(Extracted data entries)
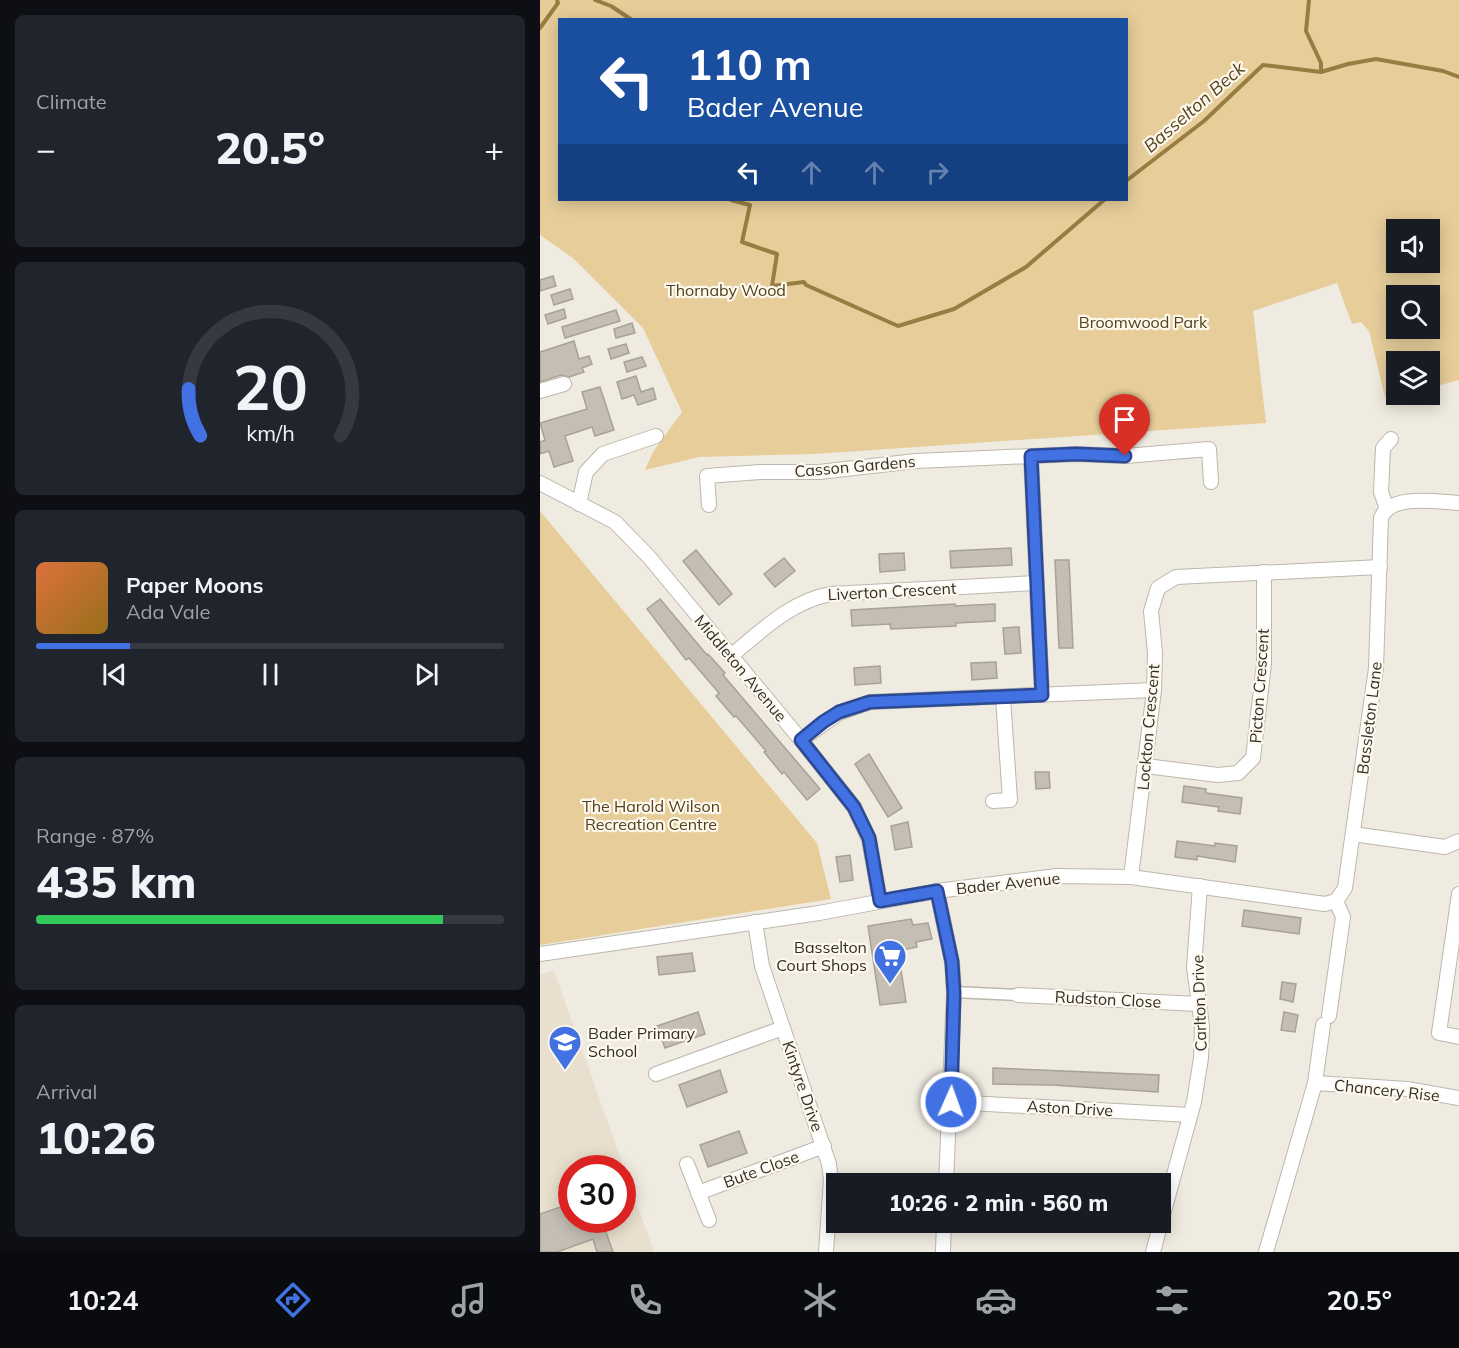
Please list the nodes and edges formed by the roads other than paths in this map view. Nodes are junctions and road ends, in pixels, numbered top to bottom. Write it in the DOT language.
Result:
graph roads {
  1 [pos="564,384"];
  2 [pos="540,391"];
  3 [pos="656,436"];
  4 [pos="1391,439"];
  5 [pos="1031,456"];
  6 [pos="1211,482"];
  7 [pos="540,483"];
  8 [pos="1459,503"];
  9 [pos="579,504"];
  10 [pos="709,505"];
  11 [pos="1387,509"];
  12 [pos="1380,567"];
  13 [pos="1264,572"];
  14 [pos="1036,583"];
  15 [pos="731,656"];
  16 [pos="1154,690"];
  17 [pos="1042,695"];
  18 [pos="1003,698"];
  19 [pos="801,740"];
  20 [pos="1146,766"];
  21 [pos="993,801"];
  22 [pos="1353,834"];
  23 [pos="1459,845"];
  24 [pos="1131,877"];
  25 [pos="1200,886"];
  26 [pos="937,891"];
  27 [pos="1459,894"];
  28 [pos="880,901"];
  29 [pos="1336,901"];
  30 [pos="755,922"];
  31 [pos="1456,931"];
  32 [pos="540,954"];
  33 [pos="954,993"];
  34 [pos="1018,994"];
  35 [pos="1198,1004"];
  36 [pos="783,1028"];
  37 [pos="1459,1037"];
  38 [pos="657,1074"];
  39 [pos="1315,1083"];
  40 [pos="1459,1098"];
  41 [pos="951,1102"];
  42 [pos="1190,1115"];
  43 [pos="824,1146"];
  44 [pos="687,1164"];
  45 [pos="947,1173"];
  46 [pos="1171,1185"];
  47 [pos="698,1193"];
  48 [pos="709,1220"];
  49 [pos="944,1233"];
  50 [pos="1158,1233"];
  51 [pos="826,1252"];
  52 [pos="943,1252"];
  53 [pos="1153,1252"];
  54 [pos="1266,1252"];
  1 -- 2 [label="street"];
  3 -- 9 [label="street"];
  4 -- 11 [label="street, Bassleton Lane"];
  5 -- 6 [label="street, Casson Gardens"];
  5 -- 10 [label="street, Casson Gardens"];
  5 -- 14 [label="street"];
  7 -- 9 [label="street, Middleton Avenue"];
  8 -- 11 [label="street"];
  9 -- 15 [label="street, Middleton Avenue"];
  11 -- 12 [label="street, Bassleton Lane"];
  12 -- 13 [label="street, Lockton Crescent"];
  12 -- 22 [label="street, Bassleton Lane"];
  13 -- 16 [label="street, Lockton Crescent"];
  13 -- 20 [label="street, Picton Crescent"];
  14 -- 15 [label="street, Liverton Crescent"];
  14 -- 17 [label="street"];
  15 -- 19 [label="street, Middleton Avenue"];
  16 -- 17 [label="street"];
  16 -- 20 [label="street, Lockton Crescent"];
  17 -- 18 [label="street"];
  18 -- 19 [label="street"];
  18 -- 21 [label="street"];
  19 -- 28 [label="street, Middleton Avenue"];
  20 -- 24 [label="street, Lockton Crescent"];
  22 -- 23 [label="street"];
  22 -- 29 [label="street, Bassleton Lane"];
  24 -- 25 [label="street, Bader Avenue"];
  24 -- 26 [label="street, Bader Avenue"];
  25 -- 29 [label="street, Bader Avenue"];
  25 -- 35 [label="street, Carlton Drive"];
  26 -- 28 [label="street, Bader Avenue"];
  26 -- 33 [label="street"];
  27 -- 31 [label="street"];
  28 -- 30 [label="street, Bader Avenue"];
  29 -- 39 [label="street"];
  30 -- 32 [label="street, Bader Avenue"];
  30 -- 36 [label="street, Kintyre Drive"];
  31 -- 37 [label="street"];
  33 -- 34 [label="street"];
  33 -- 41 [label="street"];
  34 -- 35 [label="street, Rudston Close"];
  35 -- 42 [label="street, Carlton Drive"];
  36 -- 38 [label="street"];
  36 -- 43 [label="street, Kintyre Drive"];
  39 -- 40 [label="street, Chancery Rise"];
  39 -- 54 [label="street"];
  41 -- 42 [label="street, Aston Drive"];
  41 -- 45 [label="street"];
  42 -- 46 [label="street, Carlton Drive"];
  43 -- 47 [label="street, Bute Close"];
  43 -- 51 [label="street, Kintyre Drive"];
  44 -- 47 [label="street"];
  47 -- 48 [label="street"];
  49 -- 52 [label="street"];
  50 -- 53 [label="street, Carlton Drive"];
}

--

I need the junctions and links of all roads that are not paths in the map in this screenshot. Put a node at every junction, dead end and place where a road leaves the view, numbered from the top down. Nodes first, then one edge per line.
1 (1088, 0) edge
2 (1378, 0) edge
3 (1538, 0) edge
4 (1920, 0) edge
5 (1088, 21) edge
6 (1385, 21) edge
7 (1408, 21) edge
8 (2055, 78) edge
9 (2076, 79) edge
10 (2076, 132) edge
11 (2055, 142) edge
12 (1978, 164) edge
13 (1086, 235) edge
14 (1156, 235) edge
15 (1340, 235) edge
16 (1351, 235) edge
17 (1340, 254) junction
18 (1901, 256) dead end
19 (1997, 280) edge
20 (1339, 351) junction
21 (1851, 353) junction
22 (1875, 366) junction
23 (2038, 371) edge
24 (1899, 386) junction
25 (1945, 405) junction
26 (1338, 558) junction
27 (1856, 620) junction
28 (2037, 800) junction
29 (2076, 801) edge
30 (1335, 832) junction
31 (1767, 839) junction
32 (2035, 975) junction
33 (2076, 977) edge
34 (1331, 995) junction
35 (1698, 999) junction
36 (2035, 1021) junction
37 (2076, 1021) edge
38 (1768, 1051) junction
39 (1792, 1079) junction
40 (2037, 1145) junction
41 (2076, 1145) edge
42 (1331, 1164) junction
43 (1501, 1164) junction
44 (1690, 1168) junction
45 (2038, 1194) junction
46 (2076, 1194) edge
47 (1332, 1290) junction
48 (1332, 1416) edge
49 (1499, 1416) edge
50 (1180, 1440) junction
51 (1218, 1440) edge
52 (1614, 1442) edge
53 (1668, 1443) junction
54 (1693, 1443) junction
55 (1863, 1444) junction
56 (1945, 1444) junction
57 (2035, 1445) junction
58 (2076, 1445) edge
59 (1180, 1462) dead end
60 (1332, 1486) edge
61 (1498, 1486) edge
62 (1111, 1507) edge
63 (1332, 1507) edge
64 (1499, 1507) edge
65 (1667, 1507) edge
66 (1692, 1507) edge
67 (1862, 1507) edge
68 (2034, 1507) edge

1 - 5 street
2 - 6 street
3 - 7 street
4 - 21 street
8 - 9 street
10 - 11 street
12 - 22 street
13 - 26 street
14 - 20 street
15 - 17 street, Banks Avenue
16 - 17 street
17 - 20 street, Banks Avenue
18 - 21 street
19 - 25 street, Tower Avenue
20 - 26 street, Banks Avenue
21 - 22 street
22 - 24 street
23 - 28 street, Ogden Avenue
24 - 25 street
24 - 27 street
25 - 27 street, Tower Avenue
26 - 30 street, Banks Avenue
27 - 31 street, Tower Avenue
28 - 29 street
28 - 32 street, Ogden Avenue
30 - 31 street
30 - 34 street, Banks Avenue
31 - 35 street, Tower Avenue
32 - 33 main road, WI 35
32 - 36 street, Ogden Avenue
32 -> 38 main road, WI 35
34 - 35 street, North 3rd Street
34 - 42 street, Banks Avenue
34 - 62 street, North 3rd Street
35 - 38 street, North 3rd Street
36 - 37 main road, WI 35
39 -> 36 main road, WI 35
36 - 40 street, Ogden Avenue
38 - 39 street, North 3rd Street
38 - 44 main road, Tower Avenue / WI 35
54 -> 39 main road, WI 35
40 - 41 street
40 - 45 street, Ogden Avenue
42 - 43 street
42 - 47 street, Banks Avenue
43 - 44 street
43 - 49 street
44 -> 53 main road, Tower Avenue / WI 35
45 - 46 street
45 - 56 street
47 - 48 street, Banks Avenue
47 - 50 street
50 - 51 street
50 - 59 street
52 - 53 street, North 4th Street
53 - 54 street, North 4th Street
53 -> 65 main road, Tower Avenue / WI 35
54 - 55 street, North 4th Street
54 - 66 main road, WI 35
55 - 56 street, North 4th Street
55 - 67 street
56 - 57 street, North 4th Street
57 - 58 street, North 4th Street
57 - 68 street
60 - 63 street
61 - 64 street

§ **What to do**: Copy the lines of the entries above that mention "paths".

§ **Answer**:
Please list the nodes and edges formed by the roads other than paths in this map view. Nodes are junctions and road ends, in pixels, numbered top to bottom. Write it in the DOT language.
I need the junctions and links of all roads that are not paths in the map in this screenshot. Put a node at every junction, dead end and place where a road leaves the view, numbered from the top down. Nodes first, then one edge per line.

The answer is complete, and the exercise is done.